Once upon a time there was a fantastic bike path on Grange road in Cambridge. It was the perfect width, a different colour from the rest of the road and even a different material in order to distinguish it. Because of this it was safe, a pleasure to ride on, and absolutely full of bikes.

A few months ago they resurfaced Grange road. It was a much needed improvement for the cars, fixing potholes and cracks. The problem was that whoever was hired to fix the road, was not told to fix the bike path. So today the grange road bike path is a bit of a mess, covered in bits and pieces of uneven road surfacing materials, gravel, dirt, drains etc. The path is fine if you have a mountain bike, almost useless on a road bike and iffy on a city bike as you fine yourself having to swerve regularly into the traffic to avoid the pot holes and dirt. So it really isn’t a bike path anymore.

This, as pretty much everything does, made me think of sustainability. We regularly hear of companies doing fantastic thing in this area. These innovative, groundbreaking initiatives make the news, the blogs, win awards and become examples of a company that really get it when it comes to sustainability. This in turn may attract new investors, new customers, new positive brand associations for this company that is a sustainability leader.
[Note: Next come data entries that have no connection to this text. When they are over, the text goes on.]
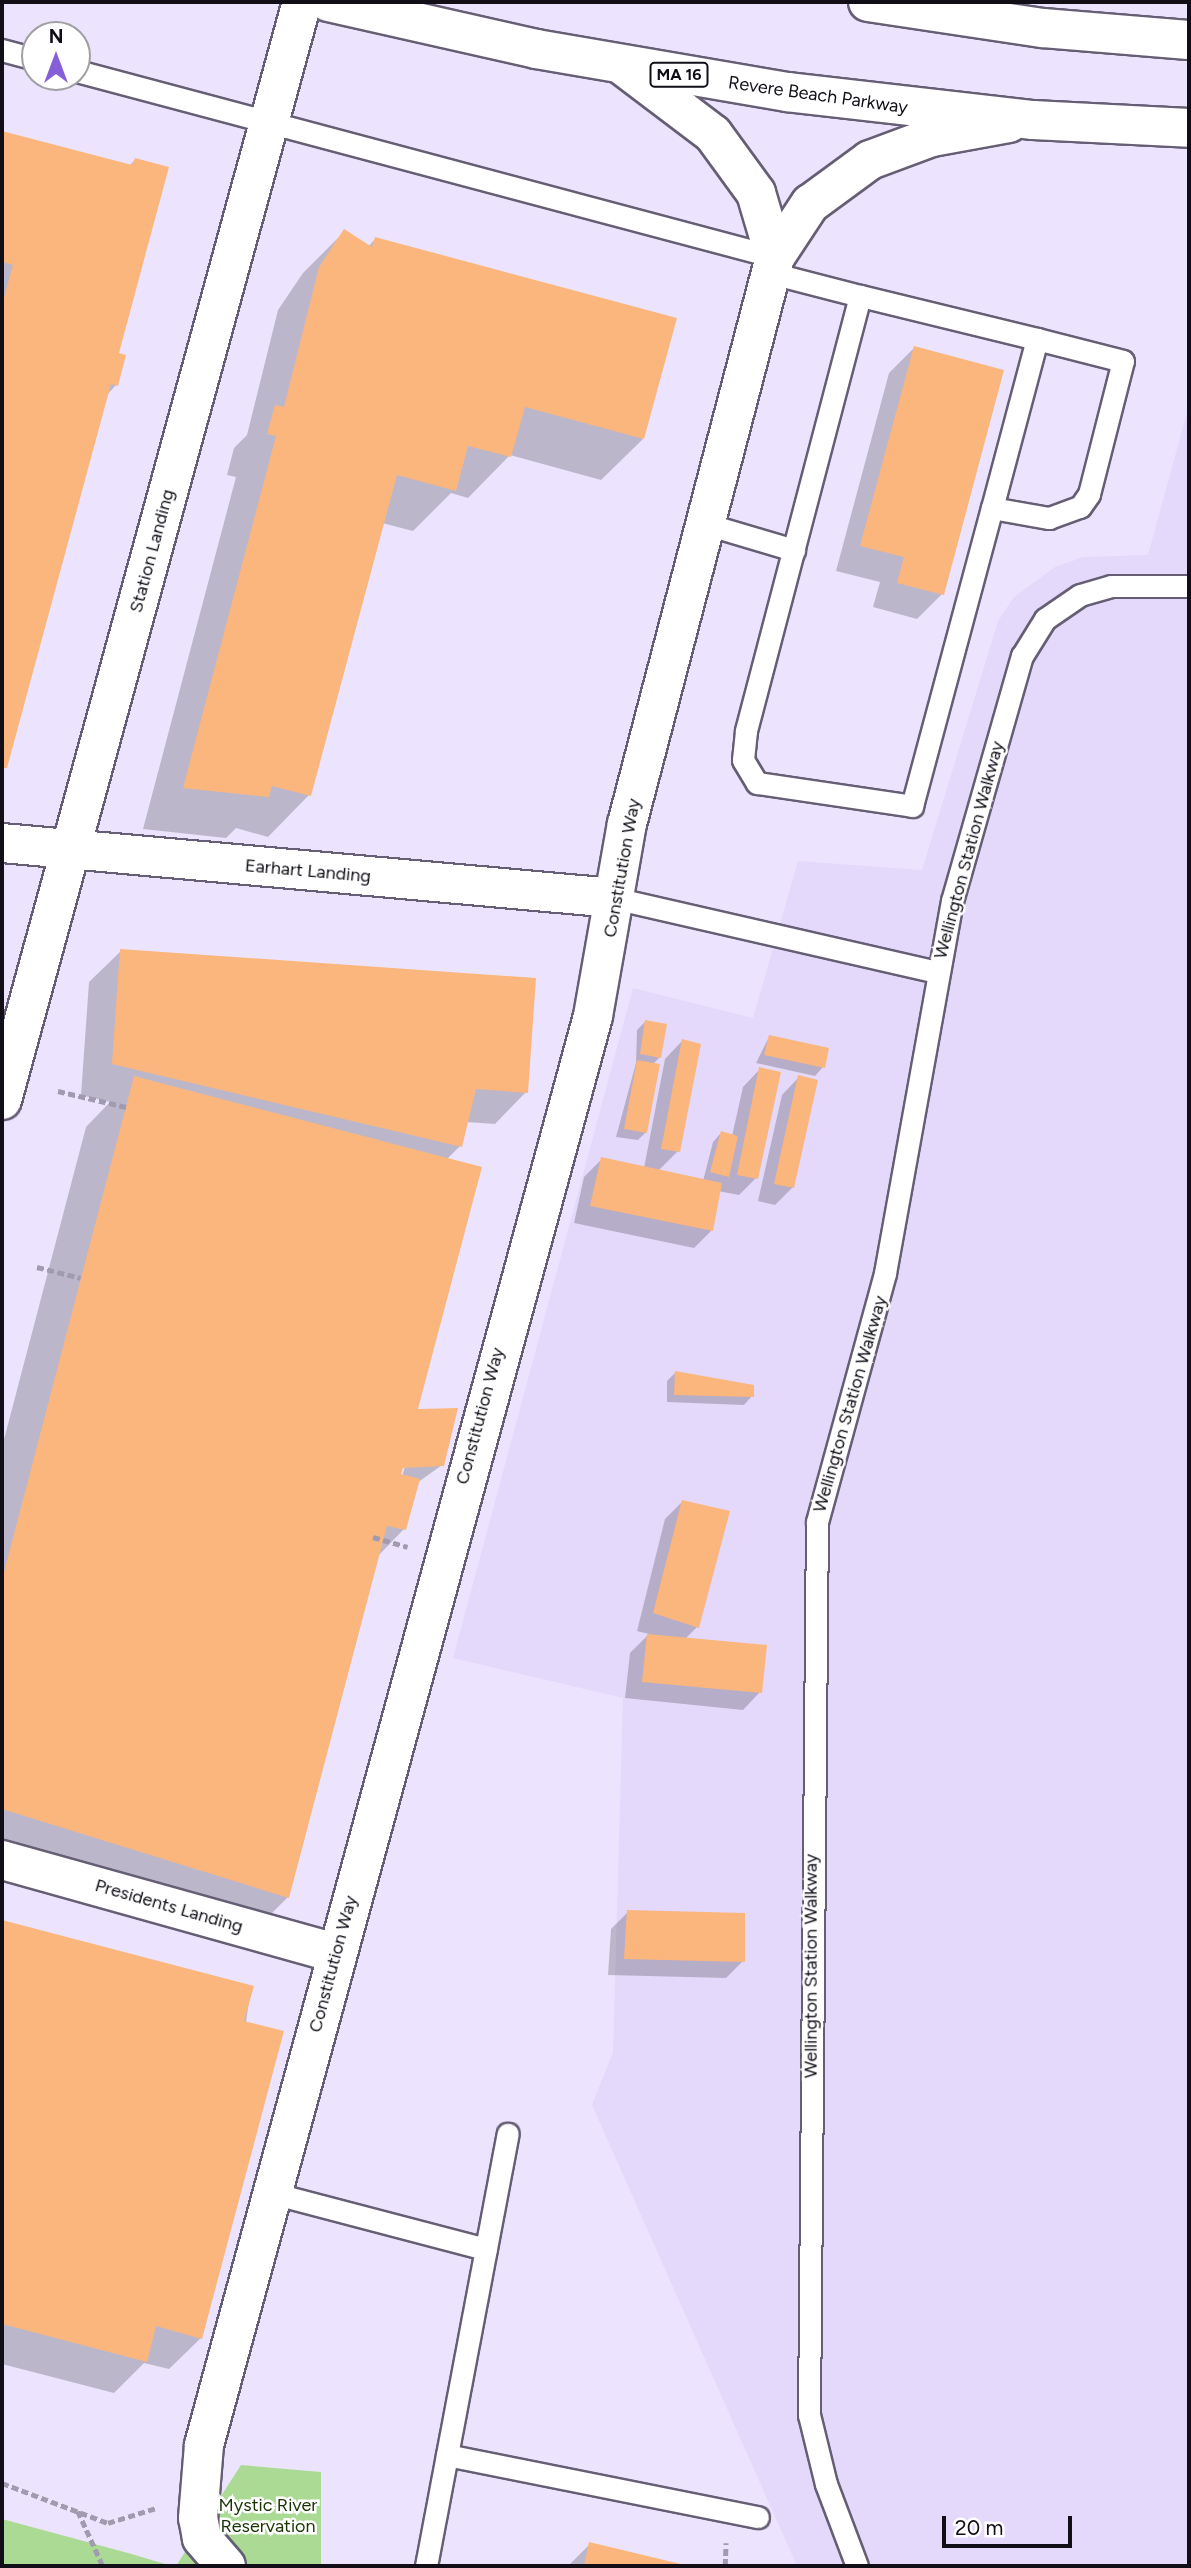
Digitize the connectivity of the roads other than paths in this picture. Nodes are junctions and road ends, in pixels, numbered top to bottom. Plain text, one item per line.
1 (302, 2) edge
2 (328, 2) edge
3 (887, 3) edge
4 (1189, 40) edge
5 (2, 50) edge
6 (21, 55) edge
7 (622, 65) junction
8 (91, 75) edge
9 (1034, 120) junction
10 (269, 124) junction
11 (1189, 128) edge
12 (773, 265) junction
13 (860, 296) junction
14 (1037, 339) junction
15 (992, 508) junction
16 (706, 524) junction
17 (794, 550) junction
18 (1189, 586) edge
19 (2, 843) edge
20 (70, 849) junction
21 (614, 898) junction
22 (937, 972) junction
23 (2, 1100) edge
24 (2, 1860) edge
25 (336, 1953) junction
26 (508, 2134) dead end
27 (272, 2193) junction
28 (486, 2249) junction
29 (447, 2455) junction
30 (758, 2517) dead end
31 (226, 2566) edge
32 (426, 2566) edge
33 (857, 2566) edge

1 - 10 main road, Station Landing
2 - 7 main road, Revere Beach Parkway / MA 16
3 - 4 main road
5 - 6 lane
7 - 9 main road, Revere Beach Parkway / MA 16
7 - 12 main road
8 - 10 lane
9 - 11 main road, Revere Beach Parkway / MA 16
9 - 12 main road, Constitution Way
10 - 12 lane
10 - 20 main road, Station Landing
12 - 13 lane
12 - 16 main road, Constitution Way
13 - 14 lane
13 - 17 lane
14 - 15 lane
14 - 15 lane
15 - 17 lane
16 - 17 lane
16 - 21 main road, Constitution Way
18 - 22 lane, Wellington Station Walkway
19 - 20 main road, Earhart Landing
20 - 21 main road, Earhart Landing
20 - 23 main road, Station Landing
21 - 22 lane
21 - 25 main road, Constitution Way
22 - 33 lane, Wellington Station Walkway
24 - 25 main road, Presidents Landing
25 - 27 main road, Constitution Way
26 - 28 lane
27 - 28 lane
27 - 31 main road, Constitution Way
28 - 29 lane
29 - 30 lane
29 - 32 lane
But what happens, a year or two down the track, when they do their own version of road resurfacing, a new CEO with a different vision wanting to make their mark, a new budget, a new financial situation, the leaders in this area moving somewhere else? Do those initiatives continue to follow the main road?

I imagine that there is a place, perhaps in cyberspace, where fantastic initiatives that have lost support go to rest once they have been pushed aside. Maybe this is where the renewables team from BP is, the initiative at the local supermarket to stop using plastic bags (which are now available again) as well as the original bike path from Grange road?

The good news is that more and more companies are reporting on progress made towards far reaching goals they have made in the past few years. They report on not just the good but also those goals that weren’t reached and why. I hope this trend increases so that we continue to move forward rather than back and forth.